On success, the response body is the binary file content with appropriate Content-Disposition headers — not a JSON object. On failure:
status
string
"fail"
message
string
"File path does not exist!" — returned with HTTP 404 when the filename is not found.

Example

cURL
curl -X POST http://127.0.0.1:8000/retrieve-file \
  -H "Content-Type: application/json" \
  -d '{"user_id": "YOUR_USER_ID", "pass_hash": "YOUR_PASS_HASH", "filename": "myfile.txt"}' \
  -o myfile.txt
Always use the -o flag when downloading with curl. Without it, the binary content prints to your terminal.

Error case

File not found (HTTP 404)
{
  "status": "fail",
  "message": "File path does not exist!"
}

POST /delete-file

Permanently delete a file from your storage allocation. Storage used by the deleted file is returned to your available quota.
Deletion is permanent. There is no recycle bin or recovery mechanism.

Request parameters

user_id
string
required
Your unique user identifier.
pass_hash
string
required
SHA-256 hex digest of your password.
filename
string
required
The name of the file to delete, exactly as returned by POST /list.

Response fields

status
string
required
"success" when the file is deleted, "fail" on any error.
message
string
required
"File Deleted" on success.
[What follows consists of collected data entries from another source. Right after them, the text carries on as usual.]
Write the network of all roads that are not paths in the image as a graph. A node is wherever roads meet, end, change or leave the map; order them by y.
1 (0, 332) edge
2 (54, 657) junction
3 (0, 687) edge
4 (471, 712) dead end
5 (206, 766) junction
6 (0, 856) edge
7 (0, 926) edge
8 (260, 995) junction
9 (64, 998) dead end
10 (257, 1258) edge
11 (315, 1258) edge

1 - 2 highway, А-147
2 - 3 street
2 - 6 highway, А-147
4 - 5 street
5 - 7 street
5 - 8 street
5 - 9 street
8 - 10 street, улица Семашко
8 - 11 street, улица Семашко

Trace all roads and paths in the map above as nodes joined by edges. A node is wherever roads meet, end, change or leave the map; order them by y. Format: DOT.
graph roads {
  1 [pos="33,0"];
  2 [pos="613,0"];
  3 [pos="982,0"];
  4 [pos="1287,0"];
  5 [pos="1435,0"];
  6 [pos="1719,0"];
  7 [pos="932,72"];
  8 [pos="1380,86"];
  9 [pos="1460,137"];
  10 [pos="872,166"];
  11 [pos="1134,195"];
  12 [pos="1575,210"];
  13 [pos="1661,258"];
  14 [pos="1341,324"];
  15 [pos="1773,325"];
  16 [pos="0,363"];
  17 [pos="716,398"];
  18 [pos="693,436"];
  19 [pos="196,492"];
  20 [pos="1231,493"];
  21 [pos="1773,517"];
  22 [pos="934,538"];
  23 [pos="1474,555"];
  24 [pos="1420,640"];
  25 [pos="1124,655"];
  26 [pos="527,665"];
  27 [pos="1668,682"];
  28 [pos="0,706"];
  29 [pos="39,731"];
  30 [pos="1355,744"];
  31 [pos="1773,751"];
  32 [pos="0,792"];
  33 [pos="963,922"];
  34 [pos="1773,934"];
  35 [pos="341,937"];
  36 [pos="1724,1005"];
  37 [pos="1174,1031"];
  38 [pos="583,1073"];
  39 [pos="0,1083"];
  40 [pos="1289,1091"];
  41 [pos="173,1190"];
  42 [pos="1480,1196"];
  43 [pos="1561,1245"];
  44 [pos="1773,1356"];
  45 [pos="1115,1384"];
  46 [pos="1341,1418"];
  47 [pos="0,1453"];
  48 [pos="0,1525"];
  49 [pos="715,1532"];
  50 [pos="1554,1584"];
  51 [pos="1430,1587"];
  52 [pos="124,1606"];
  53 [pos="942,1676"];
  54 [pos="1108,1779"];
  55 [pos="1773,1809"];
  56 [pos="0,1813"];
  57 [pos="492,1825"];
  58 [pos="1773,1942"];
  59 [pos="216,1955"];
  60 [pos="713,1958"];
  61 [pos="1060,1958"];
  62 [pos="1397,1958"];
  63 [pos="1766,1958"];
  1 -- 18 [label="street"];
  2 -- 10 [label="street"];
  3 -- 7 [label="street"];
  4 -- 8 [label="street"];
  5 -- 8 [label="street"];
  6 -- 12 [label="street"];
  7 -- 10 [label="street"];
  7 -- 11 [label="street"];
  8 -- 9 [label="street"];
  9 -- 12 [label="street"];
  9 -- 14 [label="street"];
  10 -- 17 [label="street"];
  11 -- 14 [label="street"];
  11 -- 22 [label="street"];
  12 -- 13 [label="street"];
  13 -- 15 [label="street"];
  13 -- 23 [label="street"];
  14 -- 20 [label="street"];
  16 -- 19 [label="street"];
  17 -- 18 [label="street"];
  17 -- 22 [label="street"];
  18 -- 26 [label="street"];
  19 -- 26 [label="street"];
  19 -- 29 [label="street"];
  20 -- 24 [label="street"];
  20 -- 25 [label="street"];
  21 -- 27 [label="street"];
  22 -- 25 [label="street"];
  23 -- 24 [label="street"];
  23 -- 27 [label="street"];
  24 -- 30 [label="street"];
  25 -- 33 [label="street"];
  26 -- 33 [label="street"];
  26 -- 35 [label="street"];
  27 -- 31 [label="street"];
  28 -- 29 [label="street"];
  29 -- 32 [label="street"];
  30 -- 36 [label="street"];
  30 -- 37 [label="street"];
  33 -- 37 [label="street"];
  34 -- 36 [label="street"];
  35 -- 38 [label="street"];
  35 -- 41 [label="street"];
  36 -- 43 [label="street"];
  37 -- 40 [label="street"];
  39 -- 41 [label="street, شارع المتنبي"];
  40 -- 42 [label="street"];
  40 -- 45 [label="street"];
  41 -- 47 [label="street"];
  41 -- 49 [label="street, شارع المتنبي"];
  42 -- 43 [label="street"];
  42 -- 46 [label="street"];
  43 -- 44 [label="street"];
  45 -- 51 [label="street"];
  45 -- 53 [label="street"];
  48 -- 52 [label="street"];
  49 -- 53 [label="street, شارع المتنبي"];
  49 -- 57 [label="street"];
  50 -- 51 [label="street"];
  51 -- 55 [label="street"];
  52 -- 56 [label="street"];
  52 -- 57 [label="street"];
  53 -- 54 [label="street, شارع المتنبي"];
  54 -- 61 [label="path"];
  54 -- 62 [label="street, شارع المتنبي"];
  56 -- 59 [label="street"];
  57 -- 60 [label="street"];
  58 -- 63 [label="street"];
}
See error cases below for failure messages.

Example

curl -X POST http://127.0.0.1:8000/delete-file \
  -H "Content-Type: application/json" \
  -d '{
    "user_id": "YOUR_USER_ID",
    "pass_hash": "YOUR_PASS_HASH",
    "filename": "myfile.txt"
  }'
Success response
{
  "status": "success",
  "message": "File Deleted"
}

Error cases

Returned when the filename does not exist in your storage.
{
  "status": "fail",
  "message": "File does not exist!"
}
Returned when user_id or pass_hash is incorrect.
{
  "status": "fail",
  "message": "Authentication Failure!"